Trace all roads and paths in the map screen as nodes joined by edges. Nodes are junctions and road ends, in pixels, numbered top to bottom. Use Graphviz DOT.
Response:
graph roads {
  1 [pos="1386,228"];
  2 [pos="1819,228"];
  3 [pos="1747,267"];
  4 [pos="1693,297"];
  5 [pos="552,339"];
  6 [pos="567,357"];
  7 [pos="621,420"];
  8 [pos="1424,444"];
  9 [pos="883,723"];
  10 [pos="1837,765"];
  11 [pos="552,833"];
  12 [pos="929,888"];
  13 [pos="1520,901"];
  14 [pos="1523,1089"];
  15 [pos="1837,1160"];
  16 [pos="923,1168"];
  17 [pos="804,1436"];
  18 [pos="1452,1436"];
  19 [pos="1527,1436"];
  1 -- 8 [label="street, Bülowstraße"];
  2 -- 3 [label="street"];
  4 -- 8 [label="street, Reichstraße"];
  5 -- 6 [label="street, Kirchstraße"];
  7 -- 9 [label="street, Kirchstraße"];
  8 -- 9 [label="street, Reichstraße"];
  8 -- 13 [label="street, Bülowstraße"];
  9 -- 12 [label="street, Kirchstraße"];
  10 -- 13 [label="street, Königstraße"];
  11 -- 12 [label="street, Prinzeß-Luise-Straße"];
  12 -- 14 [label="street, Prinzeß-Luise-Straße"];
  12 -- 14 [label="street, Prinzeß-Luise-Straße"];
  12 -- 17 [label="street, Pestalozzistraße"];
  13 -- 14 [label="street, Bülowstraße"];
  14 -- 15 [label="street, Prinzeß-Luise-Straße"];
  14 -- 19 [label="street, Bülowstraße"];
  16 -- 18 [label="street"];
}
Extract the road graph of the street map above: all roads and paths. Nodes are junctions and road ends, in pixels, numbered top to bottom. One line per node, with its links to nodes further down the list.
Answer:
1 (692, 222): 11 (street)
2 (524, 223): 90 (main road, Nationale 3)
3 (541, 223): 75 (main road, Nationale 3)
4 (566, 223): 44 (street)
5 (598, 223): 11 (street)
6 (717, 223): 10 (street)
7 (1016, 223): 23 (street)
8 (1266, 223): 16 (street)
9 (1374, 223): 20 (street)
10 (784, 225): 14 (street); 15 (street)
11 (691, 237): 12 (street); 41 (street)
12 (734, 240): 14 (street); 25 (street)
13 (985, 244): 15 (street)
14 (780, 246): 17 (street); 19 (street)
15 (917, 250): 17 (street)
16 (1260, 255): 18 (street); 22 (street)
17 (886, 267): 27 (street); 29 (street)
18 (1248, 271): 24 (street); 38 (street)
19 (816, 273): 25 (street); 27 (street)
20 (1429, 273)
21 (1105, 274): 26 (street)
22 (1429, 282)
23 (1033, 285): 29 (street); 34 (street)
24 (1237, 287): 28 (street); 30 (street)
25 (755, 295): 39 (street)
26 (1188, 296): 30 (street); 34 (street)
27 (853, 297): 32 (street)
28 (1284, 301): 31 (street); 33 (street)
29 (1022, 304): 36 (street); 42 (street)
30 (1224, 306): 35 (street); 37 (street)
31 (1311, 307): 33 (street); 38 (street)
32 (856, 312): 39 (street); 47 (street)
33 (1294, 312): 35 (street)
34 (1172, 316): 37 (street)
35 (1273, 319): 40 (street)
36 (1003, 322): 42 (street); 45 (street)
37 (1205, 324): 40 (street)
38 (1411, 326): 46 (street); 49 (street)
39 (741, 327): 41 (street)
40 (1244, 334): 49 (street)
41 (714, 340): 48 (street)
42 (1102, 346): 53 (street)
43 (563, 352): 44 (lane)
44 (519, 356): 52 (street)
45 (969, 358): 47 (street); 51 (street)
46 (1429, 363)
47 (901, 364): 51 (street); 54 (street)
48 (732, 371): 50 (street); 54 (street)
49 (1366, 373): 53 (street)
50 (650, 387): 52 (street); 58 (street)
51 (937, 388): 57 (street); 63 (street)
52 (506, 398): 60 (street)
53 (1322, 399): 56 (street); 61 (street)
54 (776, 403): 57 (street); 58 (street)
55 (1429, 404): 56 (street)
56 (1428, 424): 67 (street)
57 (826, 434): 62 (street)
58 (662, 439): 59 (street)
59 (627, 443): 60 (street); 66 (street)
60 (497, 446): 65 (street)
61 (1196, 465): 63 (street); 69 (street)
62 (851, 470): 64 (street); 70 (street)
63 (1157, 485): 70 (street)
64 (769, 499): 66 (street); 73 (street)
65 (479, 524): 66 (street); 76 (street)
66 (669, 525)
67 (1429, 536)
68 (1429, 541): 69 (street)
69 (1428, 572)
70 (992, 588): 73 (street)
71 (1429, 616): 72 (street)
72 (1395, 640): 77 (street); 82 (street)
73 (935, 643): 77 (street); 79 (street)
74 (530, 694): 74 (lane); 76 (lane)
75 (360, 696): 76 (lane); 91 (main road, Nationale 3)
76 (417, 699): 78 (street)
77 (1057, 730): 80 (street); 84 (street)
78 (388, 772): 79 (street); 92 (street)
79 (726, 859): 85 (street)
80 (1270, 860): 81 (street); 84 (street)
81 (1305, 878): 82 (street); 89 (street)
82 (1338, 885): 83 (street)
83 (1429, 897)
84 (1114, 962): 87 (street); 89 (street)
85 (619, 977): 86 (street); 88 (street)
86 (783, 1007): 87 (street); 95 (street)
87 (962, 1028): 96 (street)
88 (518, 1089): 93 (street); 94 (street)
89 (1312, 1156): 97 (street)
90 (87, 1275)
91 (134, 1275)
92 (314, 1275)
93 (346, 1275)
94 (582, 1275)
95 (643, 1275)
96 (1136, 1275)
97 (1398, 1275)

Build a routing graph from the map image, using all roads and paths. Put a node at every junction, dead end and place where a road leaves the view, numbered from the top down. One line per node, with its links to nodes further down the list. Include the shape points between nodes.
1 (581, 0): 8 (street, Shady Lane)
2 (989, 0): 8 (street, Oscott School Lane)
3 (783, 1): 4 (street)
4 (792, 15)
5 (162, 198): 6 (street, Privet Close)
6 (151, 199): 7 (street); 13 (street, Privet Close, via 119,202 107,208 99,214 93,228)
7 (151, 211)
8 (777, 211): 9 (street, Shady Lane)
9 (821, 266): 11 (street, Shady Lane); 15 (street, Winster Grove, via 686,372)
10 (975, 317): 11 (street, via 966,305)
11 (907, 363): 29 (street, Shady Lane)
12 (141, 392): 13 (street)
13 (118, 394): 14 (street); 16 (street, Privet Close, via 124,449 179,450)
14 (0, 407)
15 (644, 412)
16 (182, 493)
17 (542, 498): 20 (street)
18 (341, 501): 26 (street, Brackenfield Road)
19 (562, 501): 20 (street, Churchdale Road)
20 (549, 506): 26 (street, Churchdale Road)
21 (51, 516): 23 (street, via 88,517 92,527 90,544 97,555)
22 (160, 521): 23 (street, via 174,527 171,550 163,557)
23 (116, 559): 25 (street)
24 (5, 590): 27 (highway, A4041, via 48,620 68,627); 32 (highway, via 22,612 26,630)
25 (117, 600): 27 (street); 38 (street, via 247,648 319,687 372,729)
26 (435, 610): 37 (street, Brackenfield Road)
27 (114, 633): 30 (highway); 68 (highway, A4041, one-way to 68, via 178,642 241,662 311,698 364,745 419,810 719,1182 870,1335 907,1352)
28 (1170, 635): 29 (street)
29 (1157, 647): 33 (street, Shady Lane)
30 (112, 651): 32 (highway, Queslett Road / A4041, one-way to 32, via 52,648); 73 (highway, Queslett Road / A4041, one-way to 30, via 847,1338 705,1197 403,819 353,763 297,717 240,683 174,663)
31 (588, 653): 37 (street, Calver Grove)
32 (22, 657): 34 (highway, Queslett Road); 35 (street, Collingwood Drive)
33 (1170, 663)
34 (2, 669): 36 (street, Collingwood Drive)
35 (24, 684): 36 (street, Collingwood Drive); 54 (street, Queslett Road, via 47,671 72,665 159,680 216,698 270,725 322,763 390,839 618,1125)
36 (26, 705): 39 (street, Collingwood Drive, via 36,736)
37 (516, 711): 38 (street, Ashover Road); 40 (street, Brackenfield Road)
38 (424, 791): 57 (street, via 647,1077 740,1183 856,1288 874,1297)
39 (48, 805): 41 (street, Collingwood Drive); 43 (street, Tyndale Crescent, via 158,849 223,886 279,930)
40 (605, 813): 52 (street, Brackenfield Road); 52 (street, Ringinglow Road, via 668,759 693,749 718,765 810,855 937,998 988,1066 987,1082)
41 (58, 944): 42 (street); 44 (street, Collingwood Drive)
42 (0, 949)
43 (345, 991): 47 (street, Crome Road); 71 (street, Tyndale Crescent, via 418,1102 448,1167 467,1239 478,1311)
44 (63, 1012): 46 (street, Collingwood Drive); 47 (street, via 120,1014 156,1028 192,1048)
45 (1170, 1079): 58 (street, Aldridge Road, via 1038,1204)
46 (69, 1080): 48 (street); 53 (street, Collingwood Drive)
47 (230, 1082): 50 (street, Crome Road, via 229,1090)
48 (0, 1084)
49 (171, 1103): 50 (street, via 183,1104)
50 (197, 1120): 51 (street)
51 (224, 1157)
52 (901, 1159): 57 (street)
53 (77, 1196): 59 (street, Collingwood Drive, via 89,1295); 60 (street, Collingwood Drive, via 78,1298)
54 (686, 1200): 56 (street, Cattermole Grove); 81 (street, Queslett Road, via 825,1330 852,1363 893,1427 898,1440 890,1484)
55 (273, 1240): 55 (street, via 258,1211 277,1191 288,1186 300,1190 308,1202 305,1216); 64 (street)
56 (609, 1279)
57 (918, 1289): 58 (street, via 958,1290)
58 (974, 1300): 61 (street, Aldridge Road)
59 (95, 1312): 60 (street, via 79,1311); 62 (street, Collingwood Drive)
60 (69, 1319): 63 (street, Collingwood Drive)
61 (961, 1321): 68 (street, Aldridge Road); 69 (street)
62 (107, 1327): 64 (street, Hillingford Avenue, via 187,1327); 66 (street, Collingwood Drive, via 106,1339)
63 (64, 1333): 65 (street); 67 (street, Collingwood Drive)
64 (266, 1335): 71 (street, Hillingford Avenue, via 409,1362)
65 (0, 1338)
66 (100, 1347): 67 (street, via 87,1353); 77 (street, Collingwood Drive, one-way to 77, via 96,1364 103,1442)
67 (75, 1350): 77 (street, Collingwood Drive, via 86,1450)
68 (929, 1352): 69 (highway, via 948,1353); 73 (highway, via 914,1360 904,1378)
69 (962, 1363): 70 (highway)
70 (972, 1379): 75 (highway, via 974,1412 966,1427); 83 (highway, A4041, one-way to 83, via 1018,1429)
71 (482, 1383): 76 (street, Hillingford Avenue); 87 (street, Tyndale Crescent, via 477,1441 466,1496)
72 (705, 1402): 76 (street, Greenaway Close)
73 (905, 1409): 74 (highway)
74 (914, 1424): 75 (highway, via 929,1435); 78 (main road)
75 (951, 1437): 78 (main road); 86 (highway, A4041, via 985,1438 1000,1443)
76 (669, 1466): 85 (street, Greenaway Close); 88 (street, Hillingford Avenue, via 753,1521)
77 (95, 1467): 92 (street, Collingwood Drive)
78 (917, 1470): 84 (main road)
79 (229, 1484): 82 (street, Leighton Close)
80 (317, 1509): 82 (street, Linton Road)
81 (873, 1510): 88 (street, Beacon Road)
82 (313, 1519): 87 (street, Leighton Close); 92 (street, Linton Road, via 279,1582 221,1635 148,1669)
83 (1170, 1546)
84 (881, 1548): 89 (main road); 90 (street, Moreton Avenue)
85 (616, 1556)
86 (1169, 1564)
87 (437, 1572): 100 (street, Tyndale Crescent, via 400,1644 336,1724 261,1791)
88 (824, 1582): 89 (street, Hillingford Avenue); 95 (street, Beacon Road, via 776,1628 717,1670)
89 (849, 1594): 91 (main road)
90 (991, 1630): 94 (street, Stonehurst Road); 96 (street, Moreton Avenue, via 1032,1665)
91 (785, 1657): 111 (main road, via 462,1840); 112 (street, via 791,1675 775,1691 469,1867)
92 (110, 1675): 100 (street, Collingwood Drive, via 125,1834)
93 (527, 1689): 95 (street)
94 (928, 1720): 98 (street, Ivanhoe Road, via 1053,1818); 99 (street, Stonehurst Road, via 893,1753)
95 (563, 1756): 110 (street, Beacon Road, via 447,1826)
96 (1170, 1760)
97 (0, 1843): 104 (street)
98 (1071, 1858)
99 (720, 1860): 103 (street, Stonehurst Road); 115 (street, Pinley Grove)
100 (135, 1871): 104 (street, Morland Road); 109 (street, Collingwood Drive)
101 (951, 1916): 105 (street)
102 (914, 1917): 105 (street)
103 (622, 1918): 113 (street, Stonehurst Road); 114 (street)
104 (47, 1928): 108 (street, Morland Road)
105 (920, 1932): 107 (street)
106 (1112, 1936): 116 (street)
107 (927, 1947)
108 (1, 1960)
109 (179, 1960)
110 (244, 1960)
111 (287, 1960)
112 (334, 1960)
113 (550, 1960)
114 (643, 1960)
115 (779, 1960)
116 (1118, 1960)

———

WHAT THE EXERCISE ASKS:
Although the records may continue, retype only the lines from the first one through the one containing "Extract the road", exactly as they appear.

YOUR RESPONSE:
Trace all roads and paths in the map screen as nodes joined by edges. Nodes are junctions and road ends, in pixels, numbered top to bottom. Use Graphviz DOT.
Response:
graph roads {
  1 [pos="1386,228"];
  2 [pos="1819,228"];
  3 [pos="1747,267"];
  4 [pos="1693,297"];
  5 [pos="552,339"];
  6 [pos="567,357"];
  7 [pos="621,420"];
  8 [pos="1424,444"];
  9 [pos="883,723"];
  10 [pos="1837,765"];
  11 [pos="552,833"];
  12 [pos="929,888"];
  13 [pos="1520,901"];
  14 [pos="1523,1089"];
  15 [pos="1837,1160"];
  16 [pos="923,1168"];
  17 [pos="804,1436"];
  18 [pos="1452,1436"];
  19 [pos="1527,1436"];
  1 -- 8 [label="street, Bülowstraße"];
  2 -- 3 [label="street"];
  4 -- 8 [label="street, Reichstraße"];
  5 -- 6 [label="street, Kirchstraße"];
  7 -- 9 [label="street, Kirchstraße"];
  8 -- 9 [label="street, Reichstraße"];
  8 -- 13 [label="street, Bülowstraße"];
  9 -- 12 [label="street, Kirchstraße"];
  10 -- 13 [label="street, Königstraße"];
  11 -- 12 [label="street, Prinzeß-Luise-Straße"];
  12 -- 14 [label="street, Prinzeß-Luise-Straße"];
  12 -- 14 [label="street, Prinzeß-Luise-Straße"];
  12 -- 17 [label="street, Pestalozzistraße"];
  13 -- 14 [label="street, Bülowstraße"];
  14 -- 15 [label="street, Prinzeß-Luise-Straße"];
  14 -- 19 [label="street, Bülowstraße"];
  16 -- 18 [label="street"];
}
Extract the road graph of the street map above: all roads and paths. Nodes are junctions and road ends, in pixels, numbered top to bottom. One line per node, with its links to nodes further down the list.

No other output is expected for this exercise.